What this task involves
Repeat, exactly and with no pictures, the lines that run from the beginning of the entries through the line containing "margin:0; padding:0; list-style:none".

Records for processing

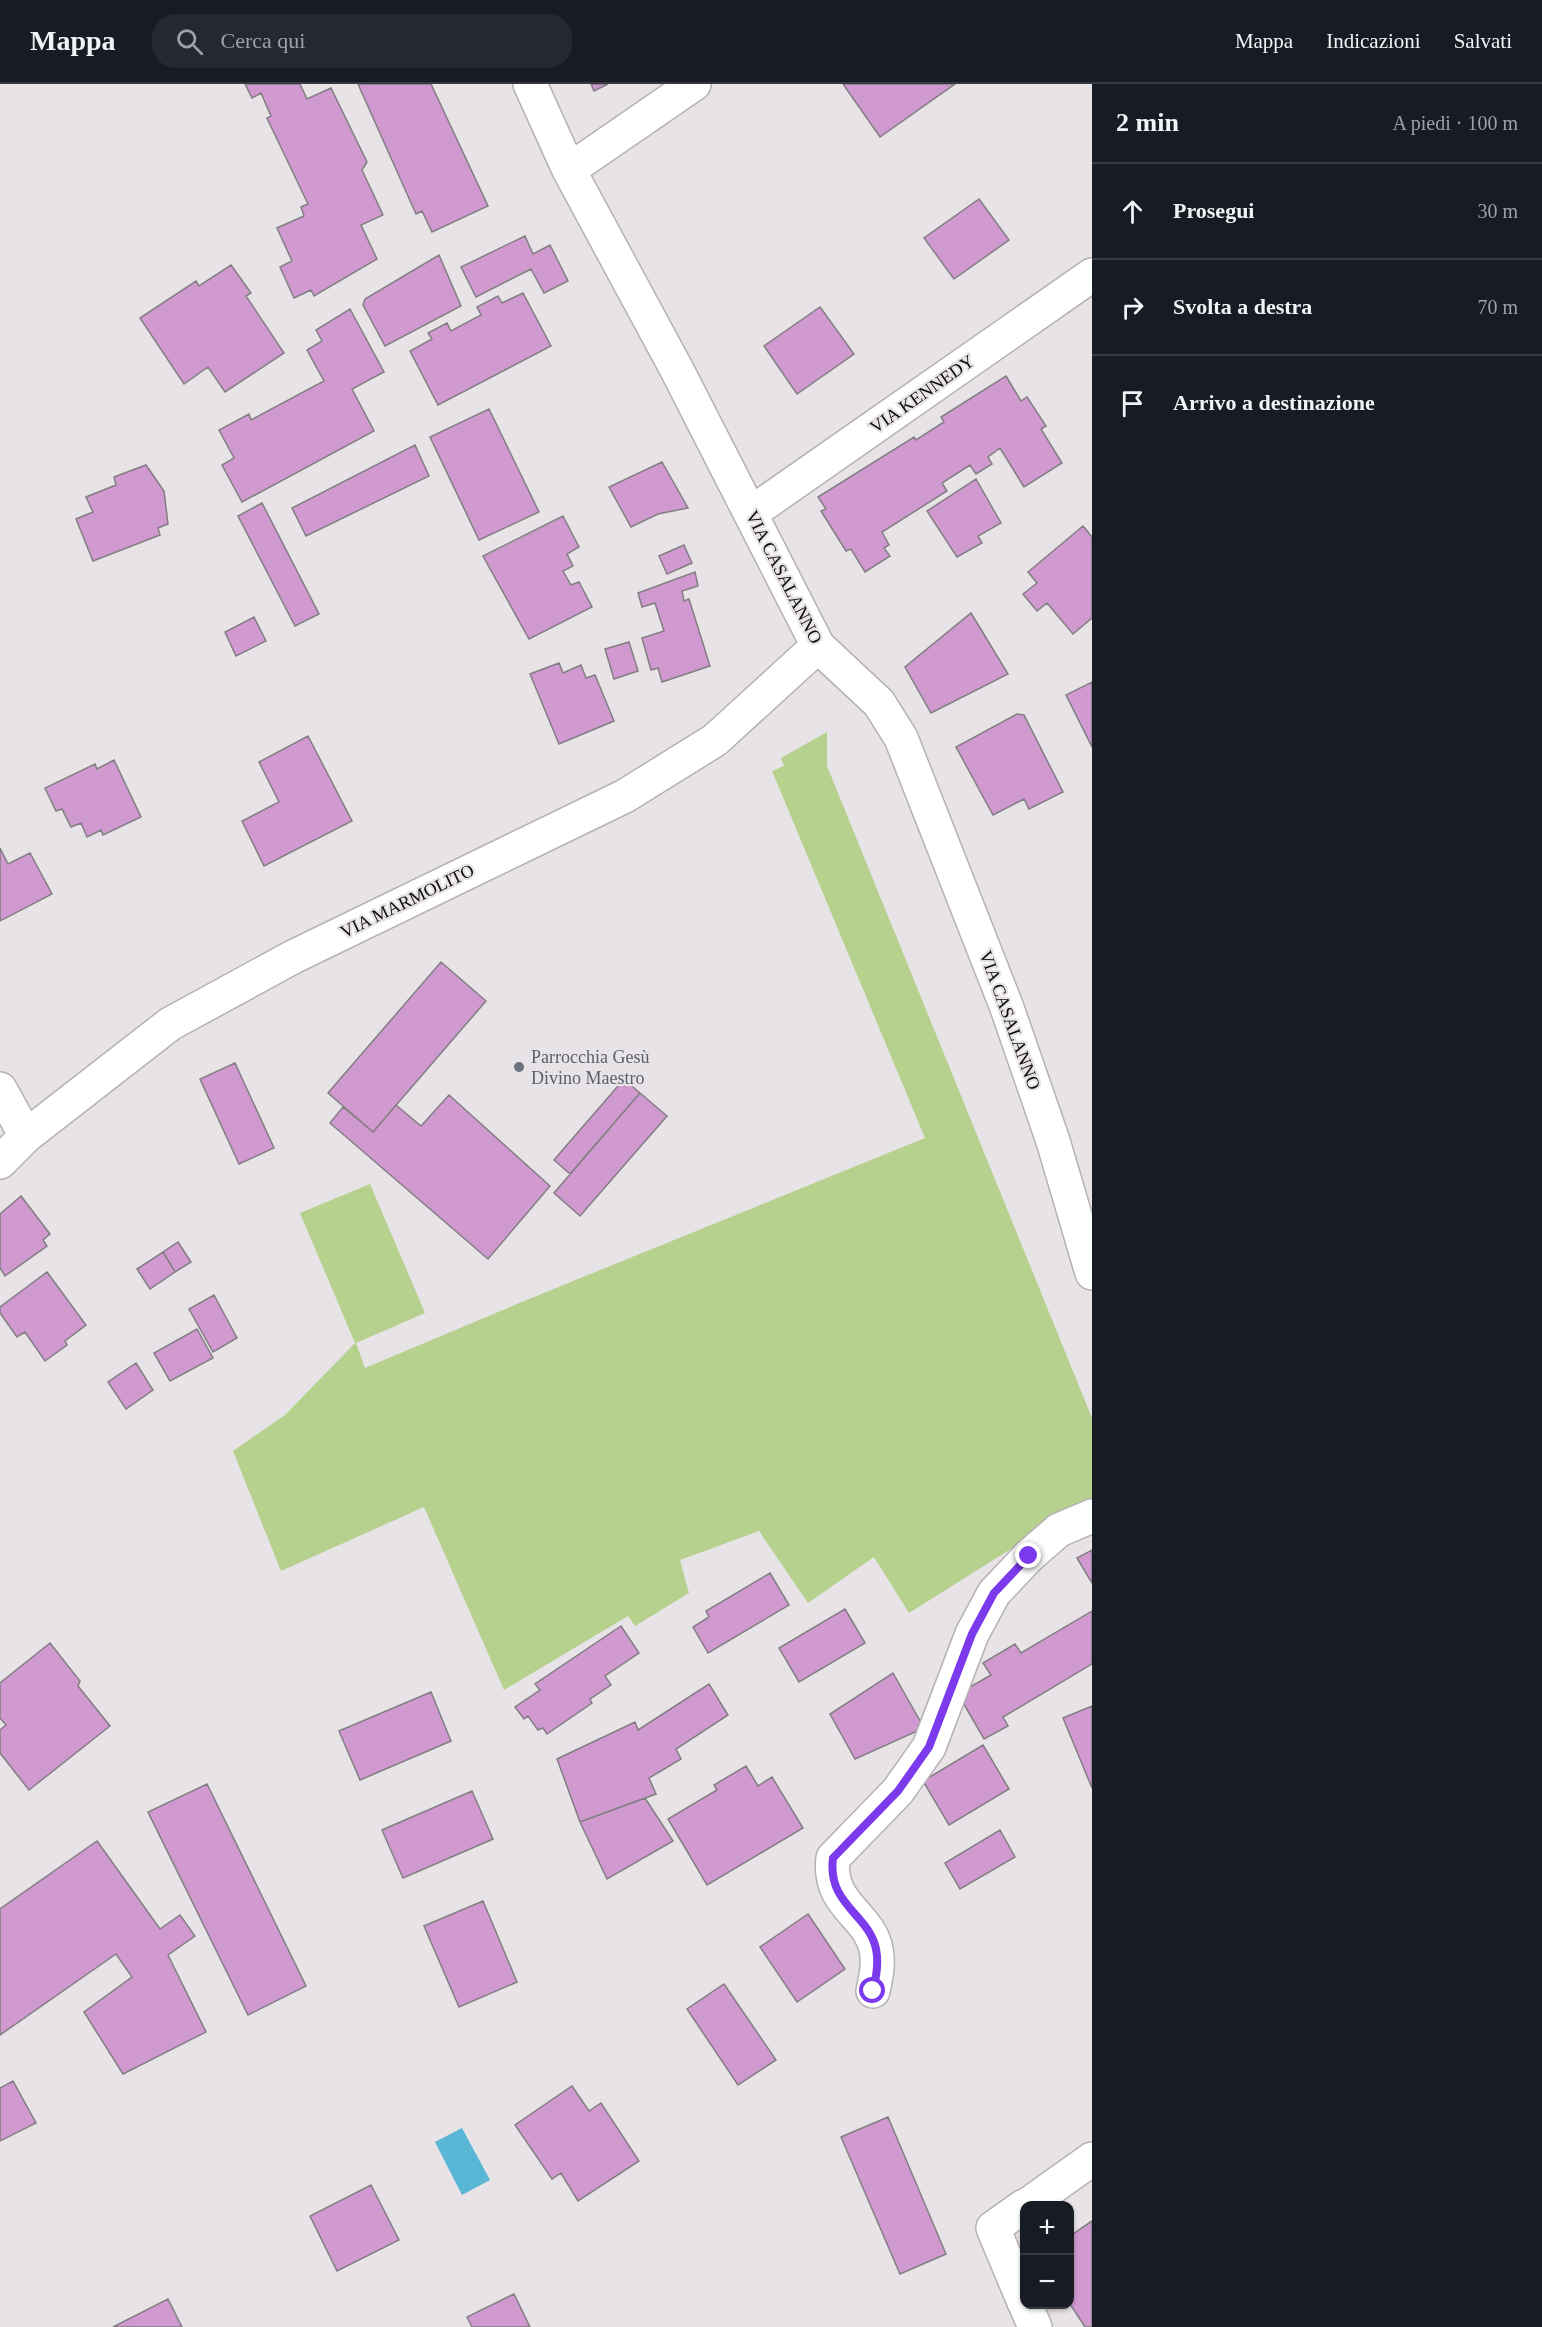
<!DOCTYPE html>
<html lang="it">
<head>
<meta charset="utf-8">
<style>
  :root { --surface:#171b24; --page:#242831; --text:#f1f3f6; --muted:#9ea1a6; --line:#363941 }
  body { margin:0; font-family:"Times New Roman",serif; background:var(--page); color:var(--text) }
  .controls { position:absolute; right:18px; bottom:18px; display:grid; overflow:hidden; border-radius:12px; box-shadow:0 2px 4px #0004 }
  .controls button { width:54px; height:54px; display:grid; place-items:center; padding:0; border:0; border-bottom:2px solid var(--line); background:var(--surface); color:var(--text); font:30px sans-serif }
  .stop { position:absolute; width:18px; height:18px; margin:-14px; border:4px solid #7c3aed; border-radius:50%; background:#fff }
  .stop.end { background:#7c3aed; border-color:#fff; box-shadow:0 2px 6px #0008 }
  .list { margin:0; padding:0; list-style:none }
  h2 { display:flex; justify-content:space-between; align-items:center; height:78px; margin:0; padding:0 24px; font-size:26px }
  h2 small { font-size:20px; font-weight:400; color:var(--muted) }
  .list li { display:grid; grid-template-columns:39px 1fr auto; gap:18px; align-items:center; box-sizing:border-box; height:96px; padding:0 24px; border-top:2px solid var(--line) }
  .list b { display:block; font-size:22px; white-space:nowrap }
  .list em { font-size:20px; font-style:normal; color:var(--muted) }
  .icon { flex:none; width:33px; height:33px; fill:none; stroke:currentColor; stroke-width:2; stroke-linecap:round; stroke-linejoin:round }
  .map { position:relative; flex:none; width:1092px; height:2243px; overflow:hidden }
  header { display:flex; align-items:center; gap:36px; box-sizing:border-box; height:84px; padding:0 30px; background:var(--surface); border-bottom:2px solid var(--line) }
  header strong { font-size:28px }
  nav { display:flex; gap:33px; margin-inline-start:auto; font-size:21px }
  .search { width:420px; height:54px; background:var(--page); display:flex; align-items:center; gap:15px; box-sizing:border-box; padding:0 21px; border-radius:24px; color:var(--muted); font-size:22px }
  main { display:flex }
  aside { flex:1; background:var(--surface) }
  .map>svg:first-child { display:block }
  .green { fill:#b5d18d }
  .water { fill:#59b6d4 }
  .building { fill:#d099d0; stroke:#827e82; stroke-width:1.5 }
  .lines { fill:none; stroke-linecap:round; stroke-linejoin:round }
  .minor-casing { stroke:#b5b1b5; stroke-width:36 }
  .minor { stroke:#fff; stroke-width:33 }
  .route { stroke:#7c3aed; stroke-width:8 }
  .worship-dot { fill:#6b7280; stroke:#e7e3e7; stroke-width:2 }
  .labels { text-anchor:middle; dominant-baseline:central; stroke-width:4.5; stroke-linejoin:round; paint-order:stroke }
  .street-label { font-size:18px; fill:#0e0d0e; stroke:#e7e3e7 }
  .worship-label { font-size:18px; fill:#5b616d; stroke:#e7e3e7; text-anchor:start }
</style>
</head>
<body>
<header>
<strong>Mappa</strong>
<div class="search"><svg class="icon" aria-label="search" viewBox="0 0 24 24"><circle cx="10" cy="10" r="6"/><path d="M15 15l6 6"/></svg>Cerca qui</div>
<nav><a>Mappa</a><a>Indicazioni</a><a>Salvati</a></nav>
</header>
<main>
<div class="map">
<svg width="1092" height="2243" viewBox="0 0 1092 2243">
  <rect width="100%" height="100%" fill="#e7e3e7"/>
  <!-- green -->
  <path class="green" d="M 827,648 L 827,682 L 1092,1334 L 1092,1414 L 909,1529 L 874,1473 L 808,1519 L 759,1447 L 680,1476 L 689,1509 L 635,1542 L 628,1532 L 504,1606 L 424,1423 L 281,1487 L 233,1367 L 285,1331 L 355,1259 L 300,1129 L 370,1100 L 425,1229 L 356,1259 L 365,1284 L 529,1215 L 925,1054 L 772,687 L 784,682 L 781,674 Z"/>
  <!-- water -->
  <path class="water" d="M 462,2044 L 490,2096 L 462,2111 L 435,2058 Z"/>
  <!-- building -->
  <path class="building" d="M 245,0 L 300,0 L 307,15 L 331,4 L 367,78 L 362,86 L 383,131 L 361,141 L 377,175 L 314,212 L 311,206 L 294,214 L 280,183 L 292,177 L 277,144 L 304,132 L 301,123 L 308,120 L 267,34 L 271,32 L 261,9 L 252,14 Z
    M 358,0 L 431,0 L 488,122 L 432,148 L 422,127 L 416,130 Z
    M 591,0 L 608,0 L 594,7 Z
    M 843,0 L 955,0 L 880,53 Z
    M 979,115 L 1009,156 L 954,195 L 924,154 Z
    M 525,152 L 533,170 L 550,161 L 568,197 L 544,209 L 531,185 L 476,213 L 461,183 Z
    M 439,171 L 461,222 L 385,262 L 363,221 L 365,215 Z
    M 231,181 L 251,209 L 246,212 L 284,269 L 225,308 L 208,283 L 184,300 L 140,234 L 196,197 L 199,202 Z
    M 523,209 L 551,262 L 438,321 L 410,267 L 432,255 L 428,249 L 447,239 L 451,247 L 481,231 L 477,223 L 498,212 L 502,219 Z
    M 820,223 L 854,270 L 797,310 L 764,262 Z
    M 350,225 L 384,288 L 352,305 L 374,347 L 242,418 L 222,381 L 234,374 L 219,346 L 249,330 L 251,336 L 324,297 L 307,266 L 322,257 L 316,246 Z
    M 1006,292 L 1021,317 L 1027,313 L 1046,342 L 1041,345 L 1062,379 L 1024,403 L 1000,364 L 988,373 L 992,380 L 976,390 L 970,381 L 942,399 L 947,407 L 882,448 L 889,461 L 884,464 L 890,472 L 865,488 L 851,465 L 846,467 L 821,427 L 826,425 L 818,413 L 914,353 L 916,356 L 944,338 L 941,333 Z
    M 489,325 L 539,428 L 479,456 L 430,353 Z
    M 415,361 L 429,392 L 306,452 L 292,424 Z
    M 662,378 L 688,424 L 658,430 L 631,443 L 609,403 Z
    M 146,381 L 164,407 L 168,440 L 158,444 L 160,451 L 93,477 L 76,435 L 93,428 L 86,413 L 116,401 L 114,393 Z
    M 976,395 L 1001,439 L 978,452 L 982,459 L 957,473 L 927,427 Z
    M 262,419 L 319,530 L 295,542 L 238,432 Z
    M 563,432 L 579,463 L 567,470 L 573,482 L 563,487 L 571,501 L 579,498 L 592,523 L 529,555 L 483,472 Z
    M 1083,442 L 1092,453 L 1092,534 L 1073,550 L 1047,519 L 1037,527 L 1023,510 L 1037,499 L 1028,488 Z
    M 684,461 L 692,479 L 667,490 L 659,472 Z
    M 695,488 L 698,502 L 682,507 L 684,517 L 689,515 L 710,582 L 662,598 L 658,584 L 651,586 L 642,554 L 664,547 L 655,519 L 642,523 L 638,509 Z
    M 971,529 L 1008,590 L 931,629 L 905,583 Z
    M 254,533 L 266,557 L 236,572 L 225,548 Z
    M 629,558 L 638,587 L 614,595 L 605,565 Z
    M 559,579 L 563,589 L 581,581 L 586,594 L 595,591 L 614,637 L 559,660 L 530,590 Z
    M 1092,598 L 1092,663 L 1066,611 Z
    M 1017,630 L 1024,631 L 1063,708 L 1029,725 L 1024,715 L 993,731 L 956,663 Z
    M 308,652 L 352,737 L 264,782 L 242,737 L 279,718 L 259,678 Z
    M 114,676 L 141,733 L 103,751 L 101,746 L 87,753 L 81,739 L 71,743 L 62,725 L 56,727 L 45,704 L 95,680 L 97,685 Z
    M 0,764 L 8,780 L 30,769 L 52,810 L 0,837 Z
    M 441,878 L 486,917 L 373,1048 L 328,1009 Z
    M 235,979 L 274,1064 L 239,1080 L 200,995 Z
    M 624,995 L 640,1009 L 570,1090 L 554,1076 Z
    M 640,1009 L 667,1032 L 580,1132 L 554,1109 Z
    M 449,1011 L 550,1102 L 488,1175 L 330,1039 L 343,1023 L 373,1048 L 396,1021 L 421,1042 Z
    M 21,1112 L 50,1150 L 43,1156 L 47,1162 L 5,1192 L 0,1184 L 0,1130 Z
    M 178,1158 L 191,1178 L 175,1188 L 163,1168 Z
    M 163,1168 L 175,1188 L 150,1205 L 137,1185 Z
    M 47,1188 L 86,1241 L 65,1257 L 67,1261 L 45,1277 L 25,1248 L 17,1253 L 0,1229 L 0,1223 Z
    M 214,1211 L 237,1254 L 213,1268 L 189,1225 Z
    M 197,1245 L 213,1274 L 170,1297 L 154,1269 Z
    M 136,1279 L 153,1306 L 126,1325 L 108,1298 Z
    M 1092,1466 L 1092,1499 L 1077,1474 Z
    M 770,1489 L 789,1521 L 708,1569 L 693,1543 L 709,1533 L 706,1527 Z
    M 845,1525 L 865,1559 L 799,1598 L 779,1564 Z
    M 1092,1527 L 1092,1580 L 1003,1633 L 1008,1642 L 984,1655 L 958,1610 L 991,1591 L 983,1579 L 1015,1560 L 1021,1569 Z
    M 621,1542 L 639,1569 L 605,1592 L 611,1601 L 590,1615 L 592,1619 L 547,1650 L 543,1644 L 538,1646 L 528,1632 L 524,1635 L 515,1623 L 540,1606 L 535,1600 Z
    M 50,1559 L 80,1597 L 78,1602 L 110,1642 L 29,1706 L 0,1669 L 0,1646 L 6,1641 L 0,1634 L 0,1599 Z
    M 893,1589 L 924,1644 L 855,1675 L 830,1630 Z
    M 709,1600 L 728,1631 L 676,1665 L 681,1675 L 649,1694 L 656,1710 L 580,1738 L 557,1675 L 635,1638 L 638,1646 Z
    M 431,1608 L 451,1657 L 360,1696 L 339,1647 Z
    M 1092,1622 L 1092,1704 L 1063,1634 Z
    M 983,1661 L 1009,1705 L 949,1741 L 923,1697 Z
    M 746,1682 L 758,1702 L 772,1693 L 803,1744 L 707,1801 L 668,1735 L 717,1706 L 714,1701 Z
    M 207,1700 L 306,1902 L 248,1931 L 148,1728 Z
    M 472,1707 L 493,1755 L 403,1794 L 382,1746 Z
    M 645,1714 L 673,1757 L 607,1795 L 580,1738 Z
    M 1000,1746 L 1015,1773 L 960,1805 L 945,1779 Z
    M 97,1757 L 160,1845 L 180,1831 L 195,1852 L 168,1871 L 206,1948 L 123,1990 L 84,1928 L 132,1893 L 116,1870 L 0,1951 L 0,1825 Z
    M 483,1817 L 517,1898 L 459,1923 L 424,1842 Z
    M 808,1830 L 845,1885 L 797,1918 L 760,1863 Z
    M 724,1900 L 776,1976 L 738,2001 L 687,1925 Z
    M 13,1997 L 36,2039 L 0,2057 L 0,2004 Z
    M 572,2002 L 589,2027 L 601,2019 L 639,2077 L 578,2117 L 561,2089 L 552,2095 L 515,2041 Z
    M 888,2033 L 946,2170 L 900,2190 L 841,2053 Z
    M 371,2101 L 399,2156 L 337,2187 L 310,2132 Z
    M 1092,2137 L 1092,2243 L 1085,2243 L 1070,2220 L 1070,2152 Z
    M 514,2210 L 530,2243 L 472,2243 L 467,2233 Z
    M 168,2215 L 182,2243 L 113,2243 Z"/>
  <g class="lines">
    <!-- minor casing -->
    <g class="minor-casing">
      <path id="minor" d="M 530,0 L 569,86 L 677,286 L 818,562 L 879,619 L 901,654 L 1007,924 L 1053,1057 L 1092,1189
        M 569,86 L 694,0
        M 751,429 L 1092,191
        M 0,1005 L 26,1052
        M 0,1078 L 26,1052 L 170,940 L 293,873 L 625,712 L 715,656 L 818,562
        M 873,1907 C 876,1893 879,1879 876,1865 C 869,1830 827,1821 833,1774 L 898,1707 L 929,1663 L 972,1550 L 994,1509 L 1029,1472 L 1059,1446 L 1092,1432
        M 1024,2122 L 993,2144 L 1024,2218
        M 1026,2122 L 1092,2075
        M 1025,2220 L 1035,2243"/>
    </g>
    <!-- minor -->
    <use href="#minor" class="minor"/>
  </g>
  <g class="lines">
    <!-- route -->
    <path class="route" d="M 873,1907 C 876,1893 879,1879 876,1865 C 869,1830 827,1821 833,1774 L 898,1707 L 929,1663 L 972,1550 L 994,1509 L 1029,1472"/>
  </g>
  <!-- markers -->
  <circle class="worship-dot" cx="519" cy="983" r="6"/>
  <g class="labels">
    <!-- street labels -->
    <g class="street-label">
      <text transform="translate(922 310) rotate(-35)">VIA KENNEDY</text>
      <text transform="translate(784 493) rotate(63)">VIA CASALANNO</text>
      <text transform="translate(407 817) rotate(-26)">VIA MARMOLITO</text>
      <text transform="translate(1010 936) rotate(70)">VIA CASALANNO</text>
    </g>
    <!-- worship labels -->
    <g class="worship-label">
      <text x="531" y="973">Parrocchia Gesù<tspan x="531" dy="21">Divino Maestro</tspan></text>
    </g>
  </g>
</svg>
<div class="controls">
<button>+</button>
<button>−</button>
</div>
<div class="stop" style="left:873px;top:1907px"></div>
<div class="stop end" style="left:1029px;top:1472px"></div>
</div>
<aside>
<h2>2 min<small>A piedi · 100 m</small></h2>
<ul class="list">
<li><svg class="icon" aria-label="ahead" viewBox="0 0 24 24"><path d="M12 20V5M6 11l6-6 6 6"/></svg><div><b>Prosegui</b></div><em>30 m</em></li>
<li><svg class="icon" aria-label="right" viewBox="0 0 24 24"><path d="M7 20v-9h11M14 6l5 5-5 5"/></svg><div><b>Svolta a destra</b></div><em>70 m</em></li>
<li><svg class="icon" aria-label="arrive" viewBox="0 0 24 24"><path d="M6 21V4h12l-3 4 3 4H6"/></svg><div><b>Arrivo a destinazione</b></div></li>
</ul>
</aside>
</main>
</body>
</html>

Exercise solution
<!DOCTYPE html>
<html lang="it">
<head>
<meta charset="utf-8">
<style>
  :root { --surface:#171b24; --page:#242831; --text:#f1f3f6; --muted:#9ea1a6; --line:#363941 }
  body { margin:0; font-family:"Times New Roman",serif; background:var(--page); color:var(--text) }
  .controls { position:absolute; right:18px; bottom:18px; display:grid; overflow:hidden; border-radius:12px; box-shadow:0 2px 4px #0004 }
  .controls button { width:54px; height:54px; display:grid; place-items:center; padding:0; border:0; border-bottom:2px solid var(--line); background:var(--surface); color:var(--text); font:30px sans-serif }
  .stop { position:absolute; width:18px; height:18px; margin:-14px; border:4px solid #7c3aed; border-radius:50%; background:#fff }
  .stop.end { background:#7c3aed; border-color:#fff; box-shadow:0 2px 6px #0008 }
  .list { margin:0; padding:0; list-style:none }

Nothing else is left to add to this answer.